Dans le monde de l'opéra, il est l'incontestable " roi de la comédie ". Pourtant, le metteur en scène français Laurent Pelly (°Paris, 1962) ne cesse de répéter qu'il ne s'intéresse pas à la "comédie pour la comédie", pas plus qu'au "drame pour le drame". Au contraire, ses productions, toujours originales, suggestives et souvent hilarantes, mettent l'accent sur le caractère amphibie de toute grande création théâtrale ou littéraire, c'est-à-dire sur la comédie qui se cache dans tout grand drame ou, inversement, sur le drame qui se cache derrière toute bonne comédie. Au Teatro Real, sa vision particulière et aiguë de l'un des opéras de Rossini correspond le mieux à ce caractère hybride, Il Turco in Italia, dont l'action nous ramène dans l'Italie du milieu du siècle dernier, à l'époque où les romans-photos romantiques faisaient fureur - surtout auprès du public féminin.

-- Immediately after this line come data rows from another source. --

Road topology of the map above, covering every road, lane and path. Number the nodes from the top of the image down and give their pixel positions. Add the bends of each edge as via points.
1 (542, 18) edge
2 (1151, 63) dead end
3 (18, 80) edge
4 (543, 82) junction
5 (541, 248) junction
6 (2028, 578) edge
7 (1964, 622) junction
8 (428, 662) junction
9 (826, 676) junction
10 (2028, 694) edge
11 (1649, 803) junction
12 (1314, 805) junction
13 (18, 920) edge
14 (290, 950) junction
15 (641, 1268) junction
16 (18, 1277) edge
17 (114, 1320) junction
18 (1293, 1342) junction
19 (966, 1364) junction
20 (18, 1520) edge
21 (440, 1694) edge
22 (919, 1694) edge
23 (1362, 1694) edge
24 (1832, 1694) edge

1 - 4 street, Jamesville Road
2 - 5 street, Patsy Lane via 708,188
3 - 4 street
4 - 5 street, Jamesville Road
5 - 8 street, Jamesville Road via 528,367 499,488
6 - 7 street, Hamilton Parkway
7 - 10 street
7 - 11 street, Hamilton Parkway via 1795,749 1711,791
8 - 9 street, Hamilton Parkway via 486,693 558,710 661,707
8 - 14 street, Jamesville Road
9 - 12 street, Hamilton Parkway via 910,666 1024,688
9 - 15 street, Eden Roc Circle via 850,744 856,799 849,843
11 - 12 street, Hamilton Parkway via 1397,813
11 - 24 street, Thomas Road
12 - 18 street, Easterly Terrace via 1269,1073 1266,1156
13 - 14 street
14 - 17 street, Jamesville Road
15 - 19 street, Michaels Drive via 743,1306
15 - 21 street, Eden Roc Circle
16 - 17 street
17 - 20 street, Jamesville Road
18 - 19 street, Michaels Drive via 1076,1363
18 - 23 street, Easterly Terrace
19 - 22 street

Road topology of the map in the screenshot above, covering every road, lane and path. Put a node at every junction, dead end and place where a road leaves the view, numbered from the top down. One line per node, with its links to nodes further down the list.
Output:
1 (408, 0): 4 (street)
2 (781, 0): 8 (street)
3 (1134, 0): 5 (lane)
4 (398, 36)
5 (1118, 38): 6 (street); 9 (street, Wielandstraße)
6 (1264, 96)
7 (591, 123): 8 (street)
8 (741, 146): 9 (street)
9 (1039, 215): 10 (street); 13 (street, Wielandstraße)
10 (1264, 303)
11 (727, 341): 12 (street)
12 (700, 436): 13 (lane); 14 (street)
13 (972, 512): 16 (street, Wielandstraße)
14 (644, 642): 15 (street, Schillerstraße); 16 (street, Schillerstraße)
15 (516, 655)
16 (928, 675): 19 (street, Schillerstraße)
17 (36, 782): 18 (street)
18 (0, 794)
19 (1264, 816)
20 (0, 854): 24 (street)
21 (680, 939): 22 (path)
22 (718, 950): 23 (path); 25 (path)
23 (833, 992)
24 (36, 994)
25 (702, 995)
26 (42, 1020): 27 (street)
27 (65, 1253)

J'ai cru déceler dans votre mise en scène d'Il Turco in Italia un certain lien avec l'univers de Federico Fellini, notamment avec son premier film en solo, Lo sceicco bianco (Le Cheikh blanc).
Le cinéma de Fellini a eu une grande influence sur moi, surtout dans mes années de formation. Lorsque j'ai vu Otto e mezzo pour la première fois, à l'âge de 17 ou 18 ans, j'ai compris qu'une histoire pouvait être racontée non pas nécessairement de manière linéaire, mais de manière découpée, c'est-à-dire fragmentaire. Et Lo sceicco bianco est sans aucun doute l'un des films qui m'a inspiré pour ce montage, même si j'ajouterais aussi La rose pourpre du Caire de Woody Allen. Lo sceicco bianco a été tourné en 1952, à l'époque où les romans-photos étaient en vogue en Italie. Les personnages ne sont pas particulièrement intelligents, et il y a chez eux une sorte de naïveté qui correspond tout à fait à l'univers de Il Turco in Italia.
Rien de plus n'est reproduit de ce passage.